Check each line of the material below for the string "that", then report how many lines have it, and nothing else.

╭─ Records for this task

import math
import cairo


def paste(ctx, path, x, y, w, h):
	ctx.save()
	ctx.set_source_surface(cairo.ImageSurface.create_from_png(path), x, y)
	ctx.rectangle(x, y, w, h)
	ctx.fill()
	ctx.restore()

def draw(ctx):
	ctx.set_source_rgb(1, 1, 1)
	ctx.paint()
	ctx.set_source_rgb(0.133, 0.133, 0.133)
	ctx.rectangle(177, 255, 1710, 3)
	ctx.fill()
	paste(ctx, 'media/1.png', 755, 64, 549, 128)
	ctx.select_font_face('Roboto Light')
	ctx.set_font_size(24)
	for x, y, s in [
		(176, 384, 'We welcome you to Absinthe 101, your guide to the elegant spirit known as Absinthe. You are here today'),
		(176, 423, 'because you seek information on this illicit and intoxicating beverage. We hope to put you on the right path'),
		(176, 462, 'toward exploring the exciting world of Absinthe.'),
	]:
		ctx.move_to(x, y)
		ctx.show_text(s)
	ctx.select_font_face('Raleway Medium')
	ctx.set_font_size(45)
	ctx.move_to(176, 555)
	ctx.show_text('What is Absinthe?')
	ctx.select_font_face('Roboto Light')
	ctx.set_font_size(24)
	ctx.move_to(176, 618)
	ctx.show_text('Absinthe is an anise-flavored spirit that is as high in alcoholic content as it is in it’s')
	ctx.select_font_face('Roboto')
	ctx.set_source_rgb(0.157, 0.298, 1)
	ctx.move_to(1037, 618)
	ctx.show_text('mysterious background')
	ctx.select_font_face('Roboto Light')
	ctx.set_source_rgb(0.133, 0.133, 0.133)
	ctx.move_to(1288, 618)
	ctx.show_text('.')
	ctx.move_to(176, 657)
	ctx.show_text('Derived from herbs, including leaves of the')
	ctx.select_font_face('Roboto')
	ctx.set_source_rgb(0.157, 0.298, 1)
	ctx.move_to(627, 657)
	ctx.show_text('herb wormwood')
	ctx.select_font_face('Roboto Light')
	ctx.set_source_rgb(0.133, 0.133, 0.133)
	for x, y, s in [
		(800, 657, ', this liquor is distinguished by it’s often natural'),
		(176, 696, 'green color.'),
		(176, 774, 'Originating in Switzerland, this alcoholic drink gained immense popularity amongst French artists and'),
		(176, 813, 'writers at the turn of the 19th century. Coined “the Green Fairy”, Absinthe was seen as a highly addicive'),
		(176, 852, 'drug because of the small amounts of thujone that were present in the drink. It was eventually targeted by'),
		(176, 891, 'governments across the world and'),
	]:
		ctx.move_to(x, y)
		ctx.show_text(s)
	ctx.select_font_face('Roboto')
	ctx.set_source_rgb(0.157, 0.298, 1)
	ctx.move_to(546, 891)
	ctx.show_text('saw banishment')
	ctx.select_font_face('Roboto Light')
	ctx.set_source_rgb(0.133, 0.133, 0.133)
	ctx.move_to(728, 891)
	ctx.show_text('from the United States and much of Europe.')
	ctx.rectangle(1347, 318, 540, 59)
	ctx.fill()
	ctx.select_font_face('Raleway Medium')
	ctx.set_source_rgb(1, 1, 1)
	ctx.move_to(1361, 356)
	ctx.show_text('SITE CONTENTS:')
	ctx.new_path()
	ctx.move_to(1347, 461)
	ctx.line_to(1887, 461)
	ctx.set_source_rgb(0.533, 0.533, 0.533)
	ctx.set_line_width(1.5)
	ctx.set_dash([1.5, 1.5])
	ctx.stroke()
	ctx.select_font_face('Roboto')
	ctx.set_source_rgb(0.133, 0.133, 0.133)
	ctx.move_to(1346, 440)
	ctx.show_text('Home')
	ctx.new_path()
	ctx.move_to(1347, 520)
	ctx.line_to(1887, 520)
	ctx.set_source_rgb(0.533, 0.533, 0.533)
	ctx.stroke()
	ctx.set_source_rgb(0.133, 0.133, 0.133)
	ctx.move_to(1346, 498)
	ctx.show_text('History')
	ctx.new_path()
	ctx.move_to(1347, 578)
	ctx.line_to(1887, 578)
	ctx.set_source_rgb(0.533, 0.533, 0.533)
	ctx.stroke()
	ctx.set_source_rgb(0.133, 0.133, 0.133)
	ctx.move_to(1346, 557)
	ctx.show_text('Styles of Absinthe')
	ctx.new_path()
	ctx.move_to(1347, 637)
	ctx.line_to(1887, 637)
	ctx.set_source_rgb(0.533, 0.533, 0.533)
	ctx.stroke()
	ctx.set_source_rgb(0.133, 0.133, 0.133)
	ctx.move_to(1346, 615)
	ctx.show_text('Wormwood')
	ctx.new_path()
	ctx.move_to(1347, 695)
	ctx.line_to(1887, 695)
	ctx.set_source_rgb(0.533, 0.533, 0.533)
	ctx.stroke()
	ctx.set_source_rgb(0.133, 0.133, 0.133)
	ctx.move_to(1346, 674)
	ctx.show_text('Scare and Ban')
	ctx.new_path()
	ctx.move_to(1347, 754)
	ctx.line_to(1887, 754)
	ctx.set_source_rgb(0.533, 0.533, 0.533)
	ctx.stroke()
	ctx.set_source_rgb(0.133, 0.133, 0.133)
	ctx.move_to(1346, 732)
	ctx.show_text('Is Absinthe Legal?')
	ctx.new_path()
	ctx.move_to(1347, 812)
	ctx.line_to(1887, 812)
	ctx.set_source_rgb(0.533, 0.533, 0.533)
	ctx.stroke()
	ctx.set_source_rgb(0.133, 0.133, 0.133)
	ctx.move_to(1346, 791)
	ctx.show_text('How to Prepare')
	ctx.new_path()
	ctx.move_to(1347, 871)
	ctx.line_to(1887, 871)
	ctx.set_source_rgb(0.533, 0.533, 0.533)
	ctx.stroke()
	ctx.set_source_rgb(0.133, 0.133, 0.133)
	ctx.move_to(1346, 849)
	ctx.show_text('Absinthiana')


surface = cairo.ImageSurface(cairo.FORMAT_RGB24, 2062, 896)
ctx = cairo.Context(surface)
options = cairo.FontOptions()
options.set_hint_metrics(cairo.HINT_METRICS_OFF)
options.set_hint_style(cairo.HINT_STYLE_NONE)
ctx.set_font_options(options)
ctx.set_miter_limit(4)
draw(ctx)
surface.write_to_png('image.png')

╰─

▸ **Task solution**
2